JEFFTRAN Director Mark Mehmert said the goal is to look at JEFFTRAN's operations and schedules, and to "try and compare us to other peer cities and take a look at other transit operations and see how we compare to them."
Mehmert said the number one request at the meetings was for longer evening hours and weekend hours. JEFFTRAN currently runs an 11.5 hour day that ends around 6 p.m. Those hours "sometimes leave folks stranded," Mehmert said.
Robert Innis, with Innis Consulting Group, said, "Six o'clock is just not meeting the needs of riders and employers."
There was a lot of talk about partnership at the public meetings, both with Lincoln University and employers in the area. Mehmert said this is a possibility for the future.
He said relationships with employers can range from providing a bus shelter outside a place of business to offering compensation to employees to avoid parking congestion.
"Congestion is something that drives transit," Mehmert said.
Ridership declined 3.6 percent last year. Mehmert said that has to do with lower fuel prices and changing demographics.
Infrastructure consultants The Lochmueller Group partnered with JEFFTRAN to study possible solutions. Its chief of transit planning and economics, said the goal is to develop a "medium range, five-year plan" for improved funding and ridership.

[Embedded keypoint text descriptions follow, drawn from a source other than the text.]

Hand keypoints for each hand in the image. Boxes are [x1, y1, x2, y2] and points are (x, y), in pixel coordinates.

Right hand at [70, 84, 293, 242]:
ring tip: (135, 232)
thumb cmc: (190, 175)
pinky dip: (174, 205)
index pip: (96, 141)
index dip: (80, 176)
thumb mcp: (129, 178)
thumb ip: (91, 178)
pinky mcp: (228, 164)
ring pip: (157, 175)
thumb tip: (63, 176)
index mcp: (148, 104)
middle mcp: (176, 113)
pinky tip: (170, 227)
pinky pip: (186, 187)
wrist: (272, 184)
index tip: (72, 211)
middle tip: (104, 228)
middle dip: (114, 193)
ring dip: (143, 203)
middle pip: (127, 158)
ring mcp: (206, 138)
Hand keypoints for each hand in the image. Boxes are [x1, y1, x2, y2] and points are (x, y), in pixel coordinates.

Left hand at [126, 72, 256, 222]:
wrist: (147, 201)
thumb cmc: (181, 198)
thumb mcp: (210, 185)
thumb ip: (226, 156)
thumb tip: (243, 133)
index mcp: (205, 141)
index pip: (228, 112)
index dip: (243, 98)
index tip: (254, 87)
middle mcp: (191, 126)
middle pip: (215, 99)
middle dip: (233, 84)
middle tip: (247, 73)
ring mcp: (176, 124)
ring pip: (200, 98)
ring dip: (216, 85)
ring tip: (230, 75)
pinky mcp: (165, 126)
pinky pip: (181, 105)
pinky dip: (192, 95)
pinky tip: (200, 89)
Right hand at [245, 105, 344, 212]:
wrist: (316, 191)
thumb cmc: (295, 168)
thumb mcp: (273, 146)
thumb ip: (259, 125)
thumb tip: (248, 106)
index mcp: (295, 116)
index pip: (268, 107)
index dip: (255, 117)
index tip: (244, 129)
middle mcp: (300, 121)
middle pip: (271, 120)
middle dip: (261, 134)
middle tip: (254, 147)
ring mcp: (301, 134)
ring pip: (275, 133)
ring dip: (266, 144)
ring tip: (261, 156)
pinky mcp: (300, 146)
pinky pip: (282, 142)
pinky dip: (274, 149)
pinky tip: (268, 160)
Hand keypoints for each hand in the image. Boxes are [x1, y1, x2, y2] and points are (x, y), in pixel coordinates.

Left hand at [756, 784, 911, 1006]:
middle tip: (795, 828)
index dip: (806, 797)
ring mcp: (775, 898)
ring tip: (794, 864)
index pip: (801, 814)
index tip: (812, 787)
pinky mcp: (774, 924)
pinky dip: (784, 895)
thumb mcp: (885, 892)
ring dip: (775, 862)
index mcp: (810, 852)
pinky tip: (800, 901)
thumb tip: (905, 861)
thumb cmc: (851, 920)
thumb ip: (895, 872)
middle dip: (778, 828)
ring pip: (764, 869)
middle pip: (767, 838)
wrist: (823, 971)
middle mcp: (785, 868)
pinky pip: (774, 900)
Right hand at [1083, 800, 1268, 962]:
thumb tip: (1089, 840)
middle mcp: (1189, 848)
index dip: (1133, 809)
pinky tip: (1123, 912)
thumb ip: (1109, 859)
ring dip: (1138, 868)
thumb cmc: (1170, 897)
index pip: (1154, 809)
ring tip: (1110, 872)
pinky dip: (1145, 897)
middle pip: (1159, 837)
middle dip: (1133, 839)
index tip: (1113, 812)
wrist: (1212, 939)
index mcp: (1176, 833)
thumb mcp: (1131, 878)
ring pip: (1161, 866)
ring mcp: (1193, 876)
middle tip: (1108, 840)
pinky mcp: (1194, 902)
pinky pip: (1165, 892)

Mehmert said stops may be added to or pulled from the route. JEFFTRAN will determine that through an automatic passenger counter that will be installed in the near future.
Mehmert said, "resources are always finite" so it is likely JEFFTRAN will be looking for places to "tighten up" to add enact recommendations from the study. He said funding decisions will be made at the city council level.
JEFFTRAN used federal funding for the study and the cost was around $75,000.
The study will wrap up in late October.